Я построил для себя в углу, который едва ли можно увидеть из-за многочисленных обломков стены и земли, что-то вроде «высокого помоста». Там, где стена дает наибольшее сопротивление, я выкопал руками ступеньку. Если вода поднимется еще выше, я залезу на нее, чтобы не захлебнуться. Я хочу быть хитрее других. Приходила ли уже эта мысль моим предшественникам?
Мои предшественники! Что это были за люди? Почему их когда-то привезли в Шлиссельбург? И все ли те, кто был здесь заперт, действительно умерли? Стояло ли как окончание в их деле, которое сообщало об их жизни, их поведении, их действиях и их преступлениях, на самой последней странице банальное слово «скончался»? «Несколько недель спустя скончался в темной камере»?
Их следы стерты, они, вероятно, уже всеми забыты. Они были определены судьбой, чтобы питать ужас казематов, чтобы тот потом нападал на других, чтобы он навечно сохранился в людях, земле и космосе.
Однако их тени мелькали через стены и железные двери, скользили вдоль проходов, они передвигались свободно и беспечно в их царстве, так как никто больше не мог их удержать и закрыть им дорогу. Только усталые глаза, только такие, которые скоро закрылись бы навсегда, могли видеть эти тени. Они посещали меня, мы беседовали.
Они все, сдавшиеся или сломленные, беззвучно и без жалоб, или одержимые отвращением, ужасом и безумием, бушующие, кричащие, проклинающие, злословящие Бога встретившие смерть, они все приходили ко мне и рассказывали мне об их жизни, об их смерти – их освобождении.
Единственный шум, который я воспринимаю, – это засовывание деревянной столовой миски через какое-то отверстие.
Она должна лежать прямо под дверью, но я это не исследую, так как испытываю большое отвращение ко всем этим невидимым и беззвучным насекомым.

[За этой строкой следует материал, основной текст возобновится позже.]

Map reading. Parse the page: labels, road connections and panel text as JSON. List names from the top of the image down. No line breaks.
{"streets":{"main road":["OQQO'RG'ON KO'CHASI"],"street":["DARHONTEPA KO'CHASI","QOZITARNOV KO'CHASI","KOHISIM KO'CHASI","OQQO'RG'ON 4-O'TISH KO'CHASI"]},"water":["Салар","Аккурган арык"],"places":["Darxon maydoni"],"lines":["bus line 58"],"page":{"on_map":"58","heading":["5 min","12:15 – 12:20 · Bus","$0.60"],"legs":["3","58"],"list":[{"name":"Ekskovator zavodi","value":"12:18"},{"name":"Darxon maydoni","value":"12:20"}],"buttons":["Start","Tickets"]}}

- Ставь миску у двери, – сказал однажды надзиратель. Я не знаю, откуда приходил голос. С того времени я ставлю миску у двери, молча, так как не хочу говорить, и эти парни тоже вовсе не должны думать, что я хотел бы поговорить с ними.
Крысы – это мои самые злейшие враги, так как они набрасываются на мою еду, и я всегда должен прогонять их. Я ловлю их и со всей силой бросаю в мягкие стены. Только тогда они не возвращаются. Если бежит струя воды, я в ней мою руки.

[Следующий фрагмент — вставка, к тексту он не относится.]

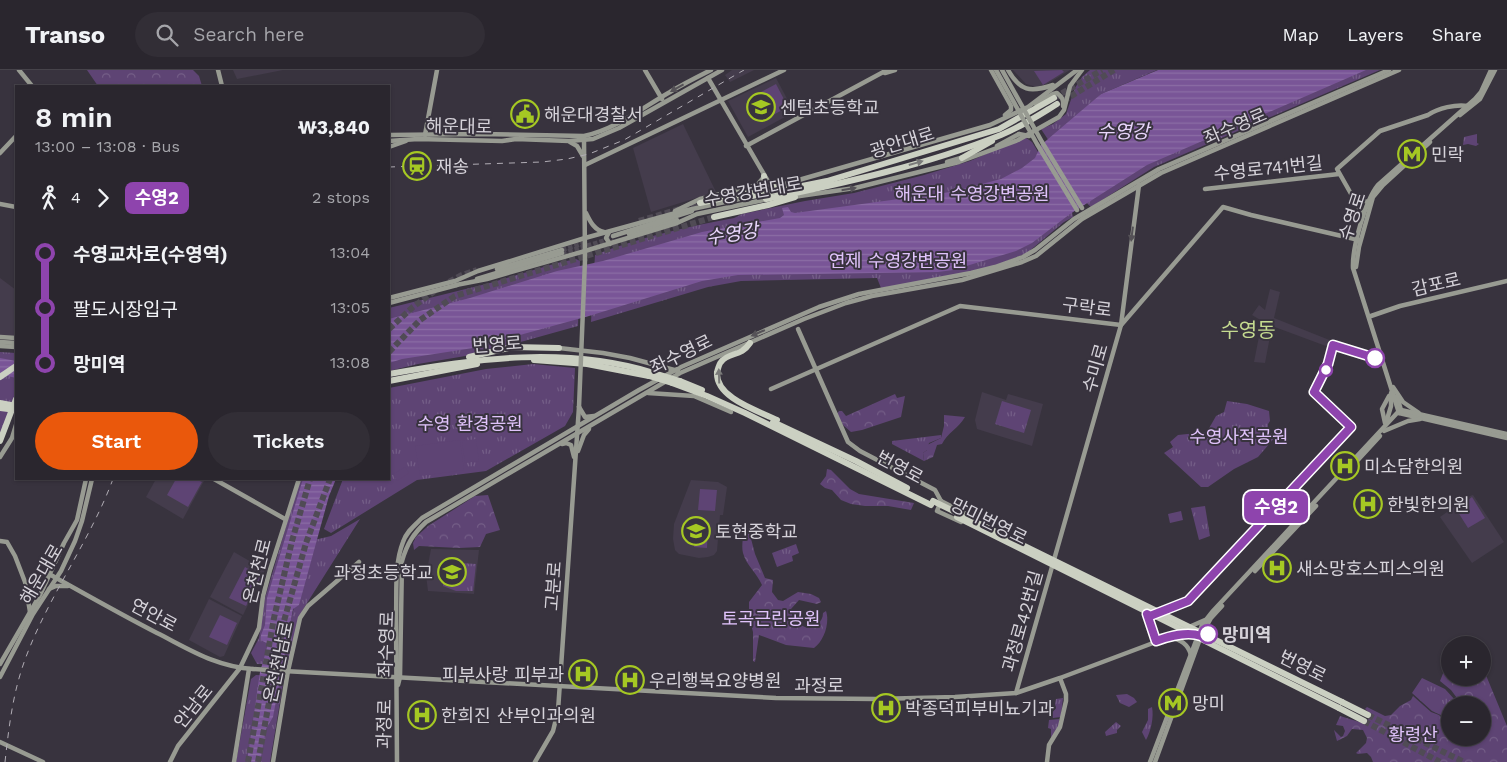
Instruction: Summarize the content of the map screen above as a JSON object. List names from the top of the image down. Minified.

Я говорю на четырех языках, перевожу все, что только приходит мне в голову, я даже микроскопически маленькими шагами иду по каземату, и если мой палец касается размягченной стены, то я возвращаюсь. Я теперь полностью осмыслил мою камеру, и это меня успокаивает.
Иногда я страдаю от навязчивых идей, мне кажется, что я постоянно ощущаю на лбу падающую каплю, как будто я лежу связанным под ней и не могу повернуть голову в сторону. Тогда я ищу на ощупь мою дверь, и она успокаивает меня, ибо она тверда.
Иногда я сижу, прислонившись к ней, и содрогаюсь от отвращения, которое окружает меня. Крысы бегают по моим ногам, пауки сползают на меня, тогда я судорожно сжимаю пальцы в кулаки, начинаю шагать по каземату вперед и назад, или двигаю мои замерзшие члены в гимнастических упражнениях, пока меня часто охватывает отчаяние. Или я сам становлюсь в невидимые шеренги и командую ими. Я следую моим собственным командам точнее всего. И у меня есть страх перед моим голосом.
Перед кем я все же стою? Перед смертью? Перед безумием? Не все ли это уже первые признаки приближающегося помрачения рассудка? Оно сидит повсюду и крадется вокруг меня, в крысах, пауках и других ужасных животных, которых я никогда, вероятно, не увижу
Как долго? Не смеется ли кто-то очень тихо надо мной? Хихикает над моим сопротивлением, которое, все же, однажды сломается, должно сломаться?
Там! Теперь снова! Тихо, где-то в неразрывной непроницаемости...
Внезапно ухо, которое снова и снова внимательно прислушивается и уже постепенно устает в этой полной бесцельности, чует что-то, слышит капающую воду. Теперь она булькает так странно, она опять поднимается. У меня мокрые ноги, все же, я могу простудиться... тогда я заболею... умру...
Струя беспрерывно разливается по каземату. Вода прибывает. Я стою в ней по колено... по бедра... по грудь... Уровень воды растет дальше. Я взобрался на подготовленный мною «высокий помост».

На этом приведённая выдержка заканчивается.